▶ REQUIRED WORK:
Set down the entries below exactly, leaving out all images.

▶ DATASET RECORDS:
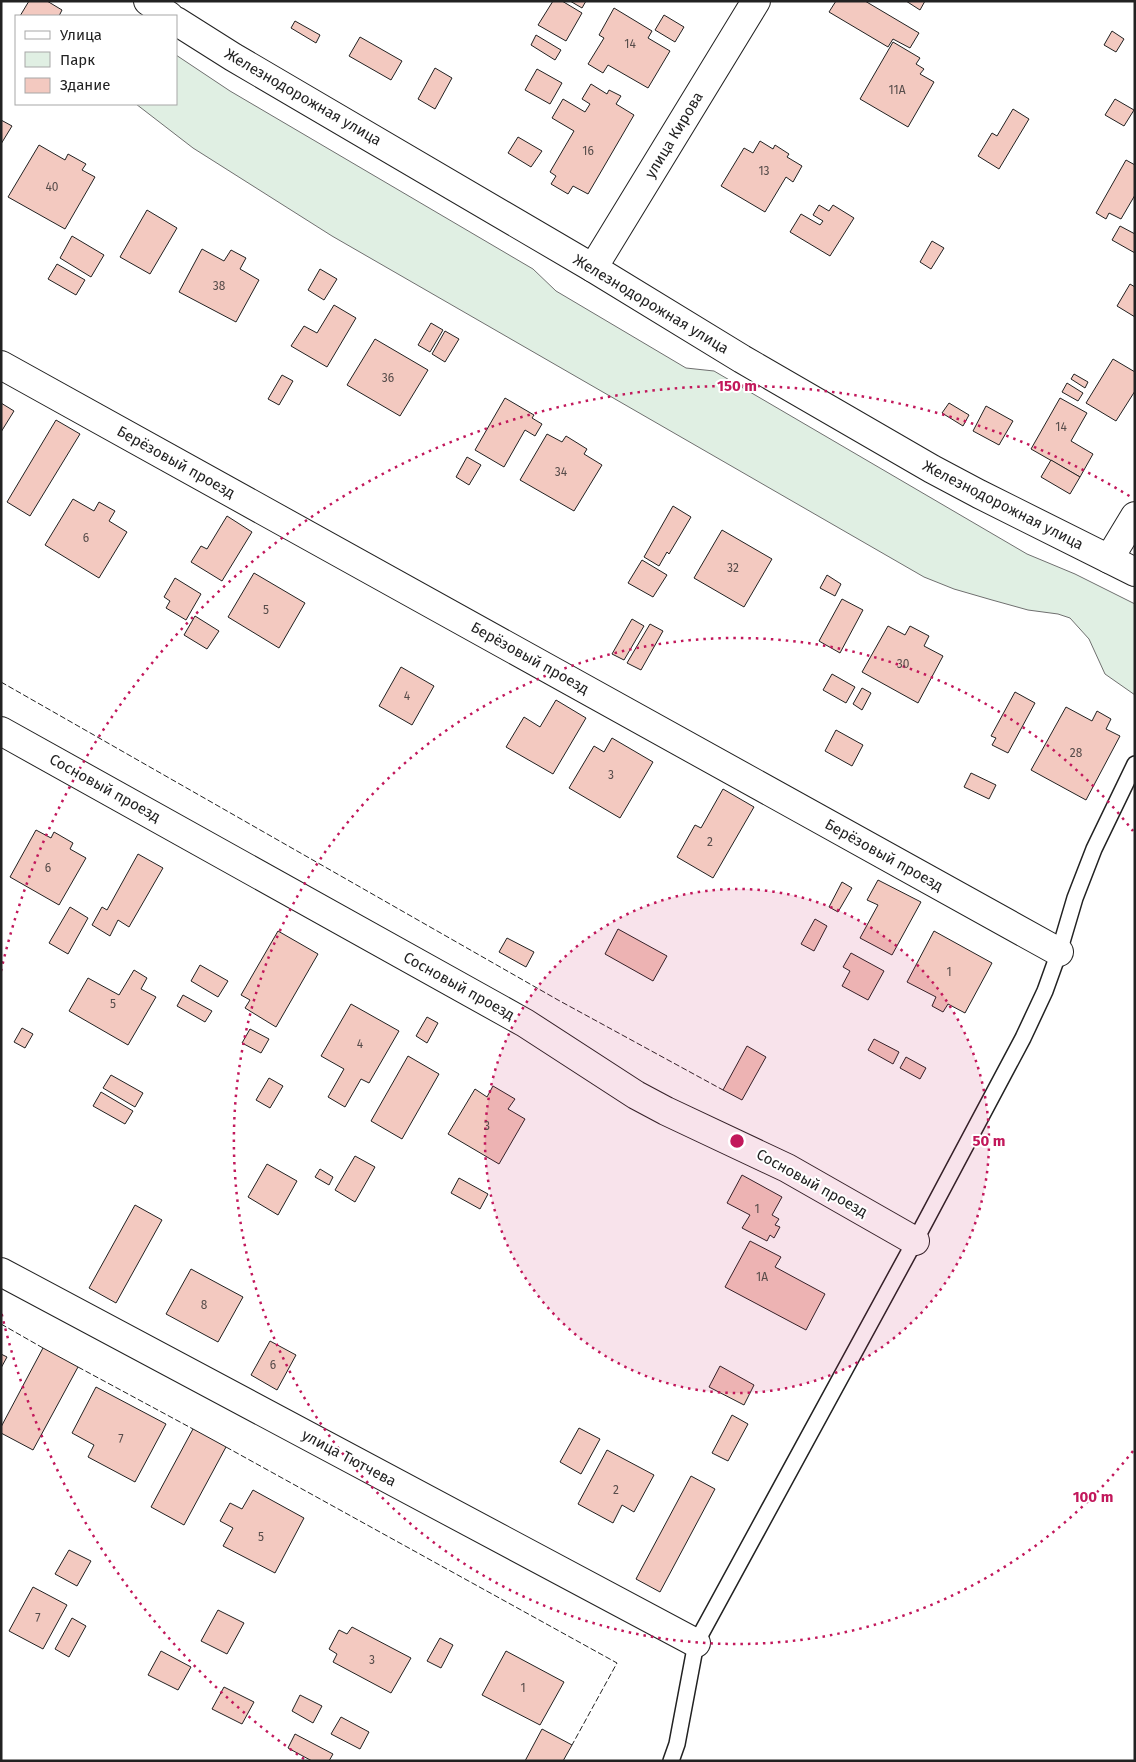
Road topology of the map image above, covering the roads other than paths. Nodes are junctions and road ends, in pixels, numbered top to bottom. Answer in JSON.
{"nodes":[{"id":1,"x":148,"y":1,"type":"edge"},
{"id":2,"x":756,"y":1,"type":"edge"},
{"id":3,"x":168,"y":15,"type":"edge"},
{"id":4,"x":178,"y":22,"type":"edge"},
{"id":5,"x":593,"y":268,"type":"junction"},
{"id":6,"x":1,"y":365,"type":"edge"},
{"id":7,"x":1135,"y":516,"type":"edge"},
{"id":8,"x":1109,"y":559,"type":"junction"},
{"id":9,"x":1135,"y":572,"type":"edge"},
{"id":10,"x":1,"y":730,"type":"edge"},
{"id":11,"x":1135,"y":764,"type":"edge"},
{"id":12,"x":1059,"y":952,"type":"junction"},
{"id":13,"x":915,"y":1241,"type":"junction"},
{"id":14,"x":1,"y":1272,"type":"edge"},
{"id":15,"x":696,"y":1642,"type":"junction"},
{"id":16,"x":671,"y":1761,"type":"edge"}],
"edges":[{"from":1,"to":3,"type":"street"},
{"from":2,"to":5,"type":"street","name":"улица Кирова"},
{"from":4,"to":5,"type":"street","name":"Железнодорожная улица"},
{"from":5,"to":8,"type":"street","name":"Железнодорожная улица"},
{"from":6,"to":12,"type":"street","name":"Берёзовый проезд"},
{"from":7,"to":8,"type":"street"},
{"from":8,"to":9,"type":"street","name":"Железнодорожная улица"},
{"from":10,"to":13,"type":"street","name":"Сосновый проезд"},
{"from":11,"to":12,"type":"lane"},
{"from":12,"to":13,"type":"lane"},
{"from":13,"to":15,"type":"lane"},
{"from":14,"to":15,"type":"street","name":"улица Тютчева"},
{"from":15,"to":16,"type":"lane"}]}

▶ SOLUTION FOR THIS PROBLEM:
Road topology of the map image above, covering the roads other than paths. Nodes are junctions and road ends, in pixels, numbered top to bottom. Answer in JSON.
{"nodes":[{"id":1,"x":148,"y":1,"type":"edge"},
{"id":2,"x":756,"y":1,"type":"edge"},
{"id":3,"x":168,"y":15,"type":"edge"},
{"id":4,"x":178,"y":22,"type":"edge"},
{"id":5,"x":593,"y":268,"type":"junction"},
{"id":6,"x":1,"y":365,"type":"edge"},
{"id":7,"x":1135,"y":516,"type":"edge"},
{"id":8,"x":1109,"y":559,"type":"junction"},
{"id":9,"x":1135,"y":572,"type":"edge"},
{"id":10,"x":1,"y":730,"type":"edge"},
{"id":11,"x":1135,"y":764,"type":"edge"},
{"id":12,"x":1059,"y":952,"type":"junction"},
{"id":13,"x":915,"y":1241,"type":"junction"},
{"id":14,"x":1,"y":1272,"type":"edge"},
{"id":15,"x":696,"y":1642,"type":"junction"},
{"id":16,"x":671,"y":1761,"type":"edge"}],
"edges":[{"from":1,"to":3,"type":"street"},
{"from":2,"to":5,"type":"street","name":"улица Кирова"},
{"from":4,"to":5,"type":"street","name":"Железнодорожная улица"},
{"from":5,"to":8,"type":"street","name":"Железнодорожная улица"},
{"from":6,"to":12,"type":"street","name":"Берёзовый проезд"},
{"from":7,"to":8,"type":"street"},
{"from":8,"to":9,"type":"street","name":"Железнодорожная улица"},
{"from":10,"to":13,"type":"street","name":"Сосновый проезд"},
{"from":11,"to":12,"type":"lane"},
{"from":12,"to":13,"type":"lane"},
{"from":13,"to":15,"type":"lane"},
{"from":14,"to":15,"type":"street","name":"улица Тютчева"},
{"from":15,"to":16,"type":"lane"}]}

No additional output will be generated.